Chi compra una W800 lo fa sicuramente perché gli piace come oggetto, per la sua estetica pulita, semplice e senza cadute di stile, non certo per guidarla “alla canna del gas” su una strada di montagna. Lei però è sicuramente in grado di stupire, perché è semplice, facile ed alla portata di tutti, ma anche efficace e senza alcun grosso difetto. Sa farsi amare un po’ da tutti, a sorpresa anche sa chi ama metterla un po’ alla frusta.
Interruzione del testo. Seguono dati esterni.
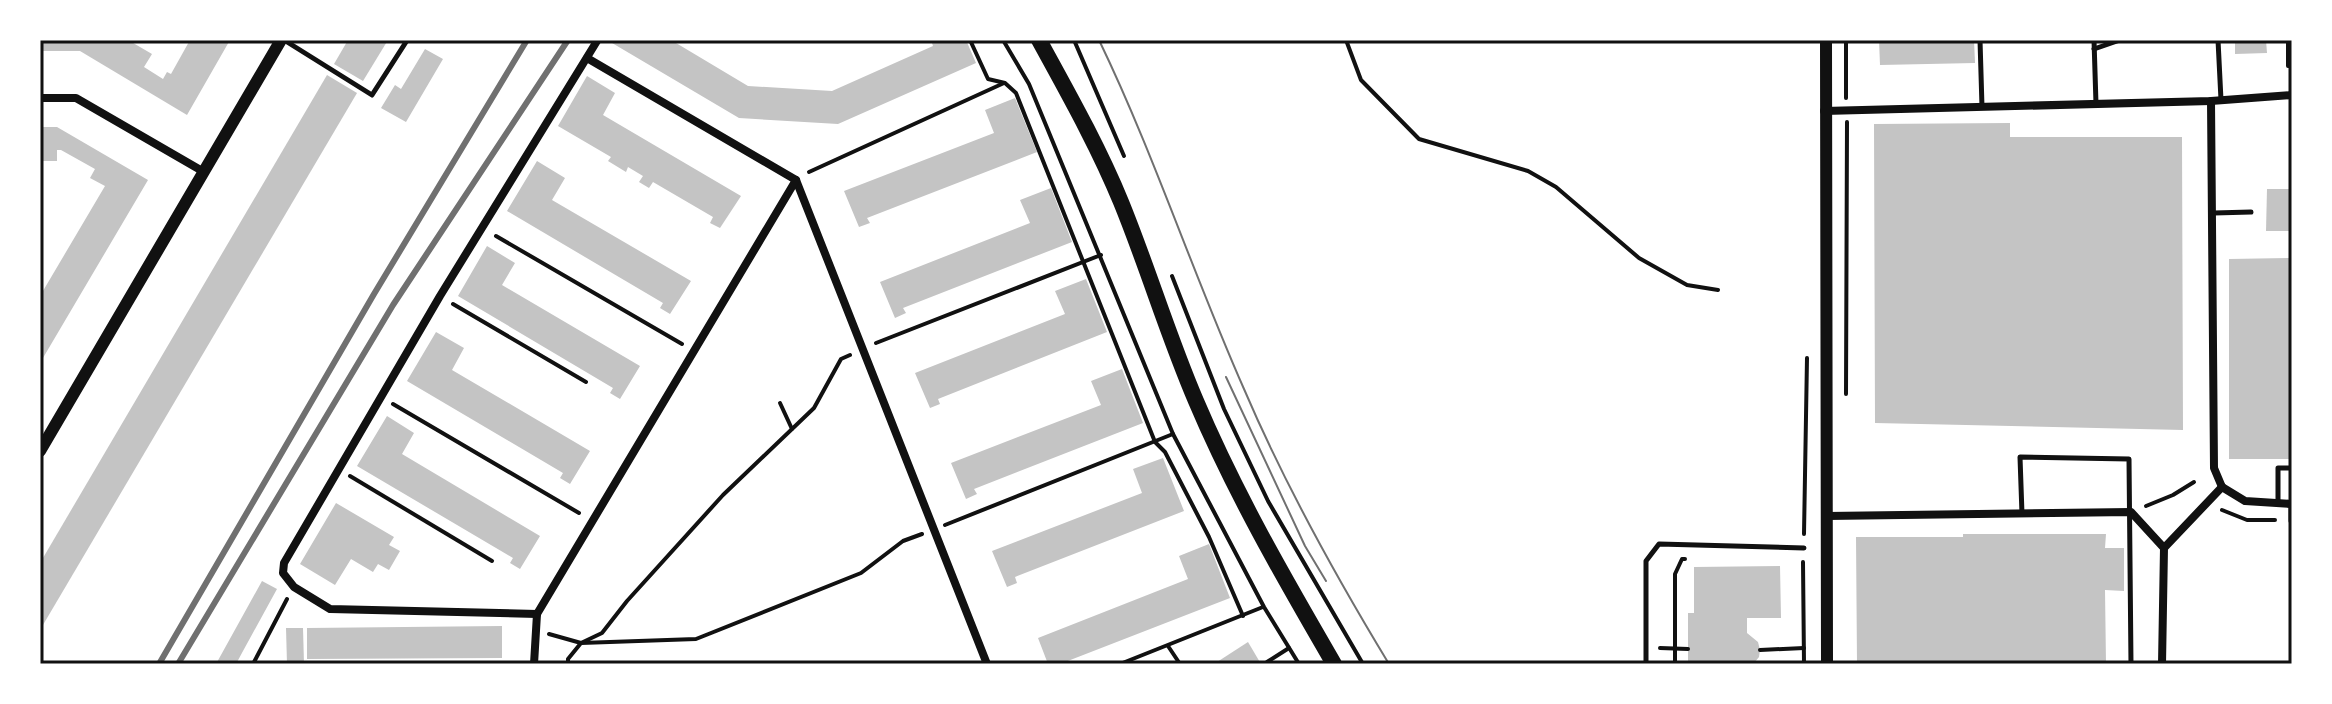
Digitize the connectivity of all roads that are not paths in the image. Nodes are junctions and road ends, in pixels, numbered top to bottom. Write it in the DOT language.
graph roads {
  1 [pos="283,40"];
  2 [pos="1039,40"];
  3 [pos="1826,40"];
  4 [pos="1980,40"];
  5 [pos="2094,40"];
  6 [pos="2120,40"];
  7 [pos="2218,40"];
  8 [pos="597,41"];
  9 [pos="406,42"];
  10 [pos="2094,49"];
  11 [pos="587,58"];
  12 [pos="2292,95"];
  13 [pos="40,98"];
  14 [pos="2216,100"];
  15 [pos="2096,104"];
  16 [pos="1982,107"];
  17 [pos="1824,111"];
  18 [pos="204,172"];
  19 [pos="796,180"];
  20 [pos="2251,212"];
  21 [pos="2214,213"];
  22 [pos="41,446"];
  23 [pos="2292,468"];
  24 [pos="2222,487"];
  25 [pos="2278,504"];
  26 [pos="2292,504"];
  27 [pos="2131,512"];
  28 [pos="2022,514"];
  29 [pos="1827,516"];
  30 [pos="2291,521"];
  31 [pos="1804,548"];
  32 [pos="2164,548"];
  33 [pos="537,614"];
  34 [pos="534,664"];
  35 [pos="987,664"];
  36 [pos="1334,664"];
  37 [pos="1646,664"];
  38 [pos="1827,664"];
  39 [pos="2131,664"];
  40 [pos="2162,664"];
  1 -- 9 [label="lane"];
  1 -- 18 [label="street"];
  2 -- 36 [label="main road"];
  3 -- 17 [label="street"];
  4 -- 16 [label="lane"];
  5 -- 10 [label="lane"];
  6 -- 10 [label="lane"];
  7 -- 14 [label="lane"];
  8 -- 11 [label="street"];
  10 -- 15 [label="lane"];
  11 -- 19 [label="street"];
  11 -- 33 [label="street"];
  12 -- 14 [label="street"];
  13 -- 18 [label="street"];
  14 -- 15 [label="street"];
  14 -- 21 [label="street"];
  15 -- 16 [label="street"];
  16 -- 17 [label="street"];
  17 -- 29 [label="street"];
  18 -- 22 [label="street"];
  19 -- 33 [label="street"];
  19 -- 35 [label="street"];
  20 -- 21 [label="lane"];
  21 -- 24 [label="street"];
  23 -- 25 [label="lane"];
  24 -- 25 [label="street"];
  24 -- 32 [label="street"];
  25 -- 26 [label="street"];
  26 -- 30 [label="lane"];
  27 -- 28 [label="street"];
  27 -- 28 [label="lane"];
  27 -- 32 [label="street"];
  27 -- 39 [label="lane"];
  28 -- 29 [label="street"];
  29 -- 38 [label="street"];
  31 -- 37 [label="lane"];
  32 -- 40 [label="street"];
  33 -- 34 [label="street"];
}
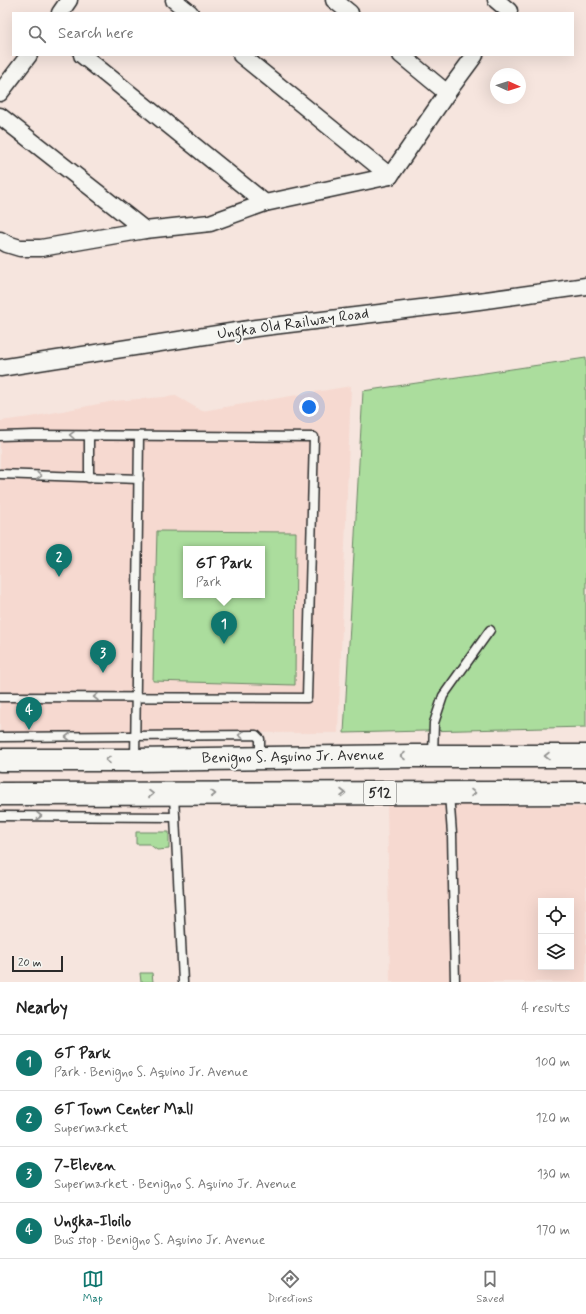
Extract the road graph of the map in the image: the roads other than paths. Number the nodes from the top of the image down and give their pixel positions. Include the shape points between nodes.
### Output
1 (70, 0) edge
2 (174, 0) edge
3 (334, 0) edge
4 (496, 0) edge
5 (510, 8) edge
6 (61, 12) edge
7 (189, 12) edge
8 (349, 12) edge
9 (28, 56) edge
10 (83, 56) edge
11 (243, 56) edge
12 (402, 56) edge
13 (474, 56) edge
14 (0, 93) edge
15 (447, 93) junction
16 (0, 116) edge
17 (390, 176) junction
18 (265, 203) junction
19 (145, 230) junction
20 (0, 240) edge
21 (586, 286) edge
22 (0, 368) edge
23 (89, 435) junction
24 (0, 436) edge
25 (139, 436) junction
26 (0, 474) edge
27 (89, 478) junction
28 (139, 479) junction
29 (490, 630) dead end
30 (135, 696) junction
31 (0, 697) edge
32 (135, 736) junction
33 (0, 737) edge
34 (432, 756) junction
35 (586, 756) edge
36 (260, 757) junction
37 (174, 759) junction
38 (0, 760) edge
39 (135, 760) junction
40 (449, 793) junction
41 (586, 793) edge
42 (0, 794) edge
43 (174, 794) junction
44 (0, 816) edge
45 (175, 816) junction
46 (183, 982) edge
47 (455, 982) edge

1 - 6 street
2 - 7 street
3 - 8 street
4 - 5 street
9 - 14 street
10 - 18 street
11 - 17 street
12 - 15 street
13 - 15 street
15 - 17 street
16 - 19 street
17 - 18 street
18 - 19 street via 210,223
19 - 20 street via 41,248 20,248
21 - 22 street, Ungka Old Railway Road via 256,328
23 -> 24 lane
23 - 25 lane
23 - 27 lane
25 - 28 lane
25 - 30 lane via 314,437 307,698
26 -> 27 lane
27 - 28 lane
28 - 30 lane
29 - 34 lane via 443,696 434,723
30 -> 31 lane
30 - 32 lane
32 -> 33 lane
36 -> 32 lane via 260,739 256,735
32 - 39 lane
35 -> 34 main road, Benigno S. Aquino Jr. Avenue
34 -> 36 main road, Benigno S. Aquino Jr. Avenue
36 - 37 main road, Benigno S. Aquino Jr. Avenue
37 - 39 main road, Benigno S. Aquino Jr. Avenue
37 - 43 main road
39 -> 38 main road, Benigno S. Aquino Jr. Avenue
40 -> 41 main road, 512
43 -> 40 main road, 512
40 - 47 lane
42 -> 43 main road, 512
43 - 45 lane
44 -> 45 lane
45 - 46 lane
Facciamo però un passo indietro, la W800 si fa subito apprezzare, è bassa di sella, comoda ed “a prova di donna” nella gestione del suo peso, dato che il motore è posto in basso ed il baricentro non la rende affatto impegnativa, anche da ferma. Il ponte di comando è decisamente in stile con la moto. Difficile capire che sia una moto prodotta nel 2020, se non per alcuni dettagli ben celati. I blocchetti sono essenziali e con tasti che sembrano venire da una moto di 50 anni fa, ma sono qualitativamente di buon livello. C’è solo l’essenziale: sulla sinistra indicatori di direzione, commutatore dei fari e clacson, sulla destra accensione e spegnimento. Manca perfino il tasto per lampeggiare con gli abbaglianti, in caso va usato il commutatore. Manubrio cromato, due strumenti circolari e contrasto tra il nero ed il lucido, queste sono le cose che si notato da subito e che appagano la vista di chi ami un aspetto senza tempo, come quello della W800. La accendi ed il bicilindrico gira regolare ed educato, in città lo ami perché è elastico e non impone un uso intenso del cambio, ma se lo si fa frullare un po’ non gli manca affatto il carattere.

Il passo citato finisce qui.